For a minute longer he watches, then, like the shock of unexpected lightning, a flicker of annoyance darts round the room. His thoughts reach out to catch its meaning, to glimpse what's revealed in the flare. What exactly, his crossness demands to know, is he doing? Taken a wife to wait on her, has he? To stand at her bedside, as if moonstruck or mazed; lovesick in the darkness while she sleeps. He wants to protest, but the barb hits its mark and he straightens and turns and strides from the room, clattering down the dark stairs.
In the kitchen, he jettisons a cat from the table and turns the lamp up bright. Loosening his collar, Munro sees Mrs. Jago has left supper heating through. The table is laid for two. One place for him, another for his bride. Aunt Eadie will have eaten hers already and then taken herself off to bed. He hasn't checked. Has he? He hasn't looked into Eadie's room to check she is all right. What is it makes a man so forget his duty? Swiftly he walks down the passage, opens her door and, seeing the elderly woman well settled, crosses to the bedside and turns out her lamp.
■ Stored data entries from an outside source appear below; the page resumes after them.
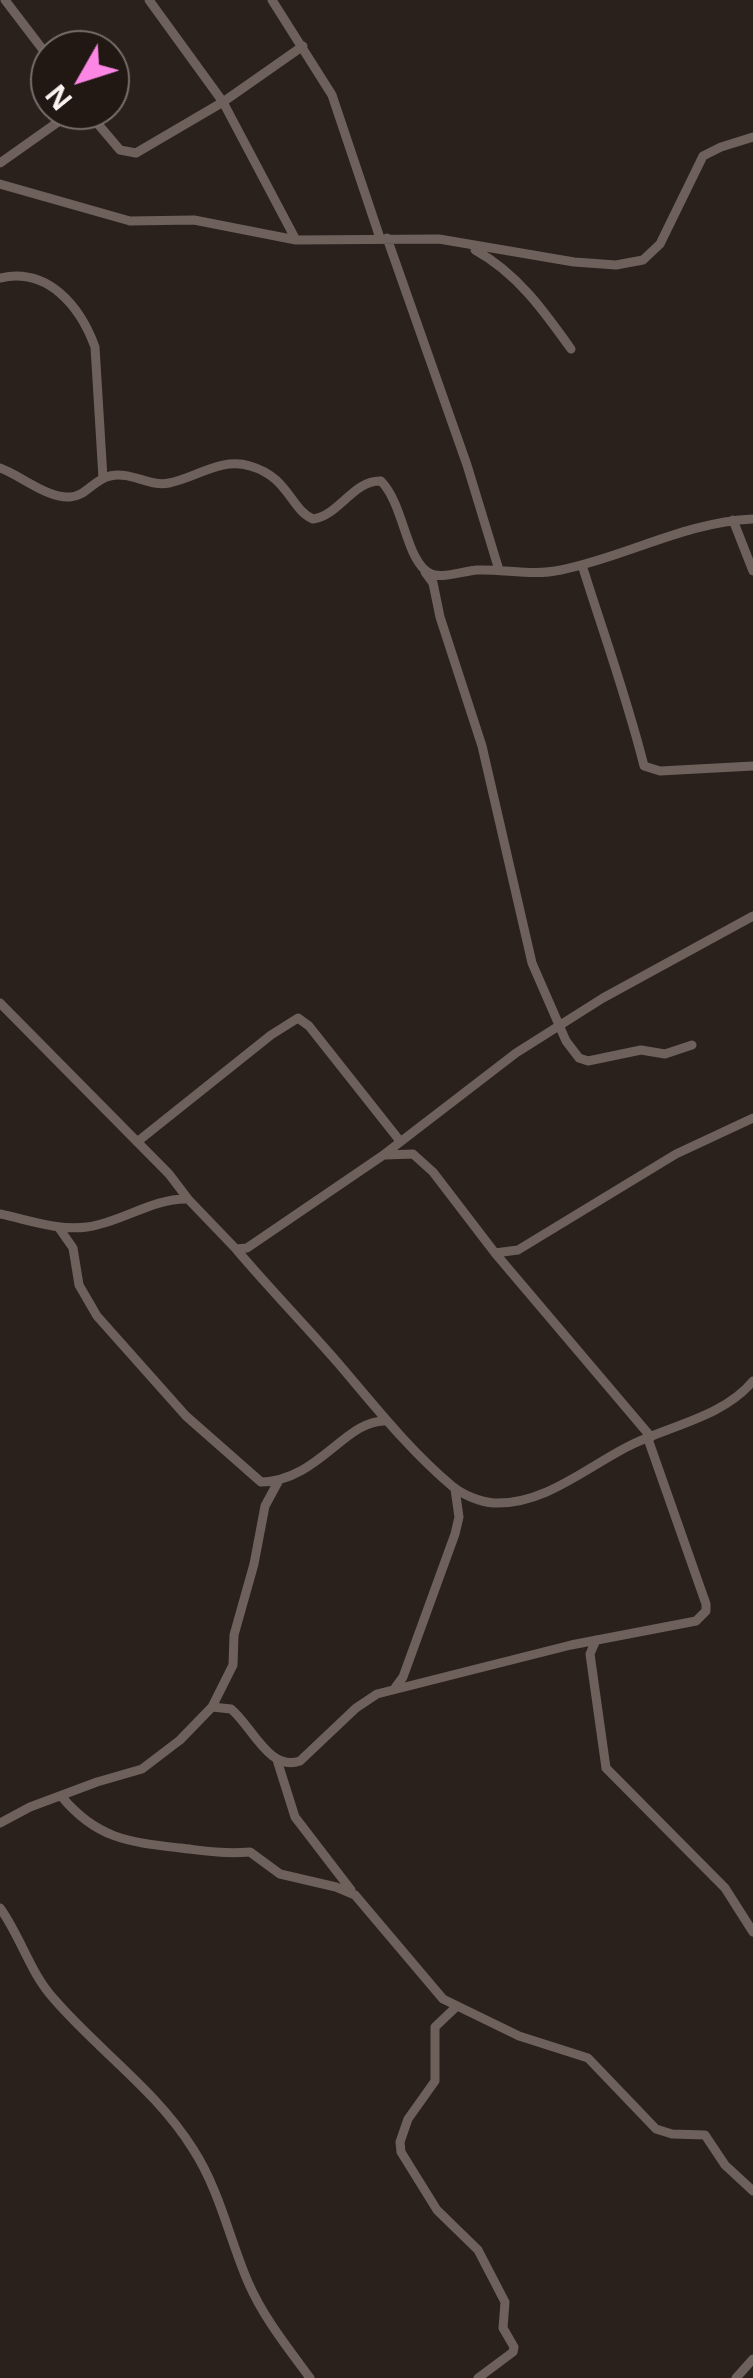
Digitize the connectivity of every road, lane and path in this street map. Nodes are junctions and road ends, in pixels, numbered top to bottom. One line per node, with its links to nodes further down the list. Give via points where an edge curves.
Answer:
1 (5, 0): 4 (street)
2 (149, 0): 6 (street)
3 (272, 0): 5 (street)
4 (30, 33)
5 (303, 46): 6 (street); 12 (street, via 332,95)
6 (223, 102): 8 (street, via 136,153 120,150); 13 (street)
7 (47, 130): 10 (street)
8 (103, 130)
9 (753, 137): 14 (street, via 703,156 660,244 643,260 574,262)
10 (0, 163)
11 (0, 184): 13 (street, via 130,221 194,220)
12 (384, 238): 13 (street); 14 (street); 23 (street)
13 (296, 240)
14 (468, 246): 16 (street, via 518,282)
15 (0, 278): 18 (street, via 43,280 90,334)
16 (571, 350)
17 (0, 468): 18 (street, via 63,496 80,495)
18 (103, 478): 22 (street, via 167,484 212,468 249,465 277,478 312,519 326,516 367,483 381,481)
19 (753, 519): 20 (street)
20 (733, 520): 21 (street); 24 (street)
21 (582, 565): 23 (street, via 536,574); 25 (street, via 644,766)
22 (424, 569): 23 (street, via 436,575); 28 (street, via 434,582 482,746 532,963)
23 (499, 570)
24 (753, 571)
25 (753, 766)
26 (753, 916): 28 (street)
27 (0, 1003): 32 (street)
28 (558, 1026): 29 (street, via 582,1061); 31 (street)
29 (692, 1046)
30 (753, 1118): 39 (street, via 676,1154)
31 (404, 1138): 32 (street, via 298,1018); 33 (street); 34 (street)
32 (138, 1142): 35 (street)
33 (413, 1154): 34 (street); 40 (street)
34 (382, 1156): 38 (street, via 264,1240)
35 (188, 1199): 37 (street, via 173,1198 89,1227); 38 (street)
36 (0, 1214): 37 (street)
37 (59, 1228): 45 (street, via 97,1316 186,1416)
38 (236, 1249): 43 (street)
39 (511, 1252): 40 (street); 41 (street)
40 (495, 1253): 41 (street)
41 (509, 1269): 44 (street)
42 (753, 1381): 44 (street, via 718,1409)
43 (387, 1421): 46 (street, via 368,1421 320,1460); 47 (street)
44 (649, 1438): 48 (street, via 526,1499); 51 (street, via 706,1611 696,1621)
45 (261, 1482): 46 (street); 49 (street)
46 (278, 1482): 49 (street)
47 (455, 1489): 48 (street); 50 (street)
48 (481, 1500): 50 (street)
49 (265, 1506): 53 (street, via 232,1665)
50 (459, 1517): 52 (street)
51 (596, 1640): 52 (street); 59 (street, via 590,1654 606,1768 725,1888)
52 (395, 1688): 54 (street, via 368,1699 300,1760)
53 (212, 1707): 54 (street, via 231,1709); 55 (street, via 156,1761)
54 (278, 1760): 57 (street, via 295,1818)
55 (62, 1796): 56 (street); 57 (street, via 90,1825 121,1840 224,1855 250,1852 280,1874)
56 (0, 1823)
57 (355, 1895): 60 (street, via 438,1995)
58 (0, 1908): 63 (street, via 50,1995 138,2080 193,2148 216,2189 248,2284)
59 (753, 1932)
60 (457, 2006): 61 (street, via 519,2036 588,2058 656,2128 706,2135 725,2166); 64 (street, via 435,2027 435,2081 408,2118 400,2142 429,2198 478,2250 505,2302 503,2328 514,2347)
61 (753, 2191)
62 (753, 2359): 65 (street)
63 (310, 2378)
64 (478, 2378)
65 (736, 2378)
Pacing back to the kitchen, he prods the turf on the fire. The old lady has not had much of a day of it. He places furze on the flame to blaze, then lowers the pot nearer the heat. Not much of a day for any of them, come to that. And as for his wife's mother. He thinks of the strain on her face tonight. A day that's seen her daughter married and her husband dead. Not unexpected, of course, his death. A merciful release, the state he was in. And foul this one. No matter how much the linen had been washed and the boards scrubbed, their cottage had been thick with the reek of him; sickening under the camphor and cloves. They'll surely bury him as soon as may be. A funeral then. At the chapel by dint of his widow's attendance. Munro sighs, wondering however such a man could hope to rest with his Maker.
Checking the contents of the pot, he burns his fingers.
"Owww!"
The hot lid crashes.
Going to the larder, he scoops a pat of butter and smears it on the burn. He sees the dirt-ingrained cracked skin and pauses, thinking of her hand; how, curled in sleep, it nested in his.
Crossing back to the hearth, he swings the pot away from the heat.
He doesn't much feel like food.
Tugging on boots, he goes out into the night. The wind's backed westerly. There'll be more rain before dawn. The lantern splutters as he treks to the byre.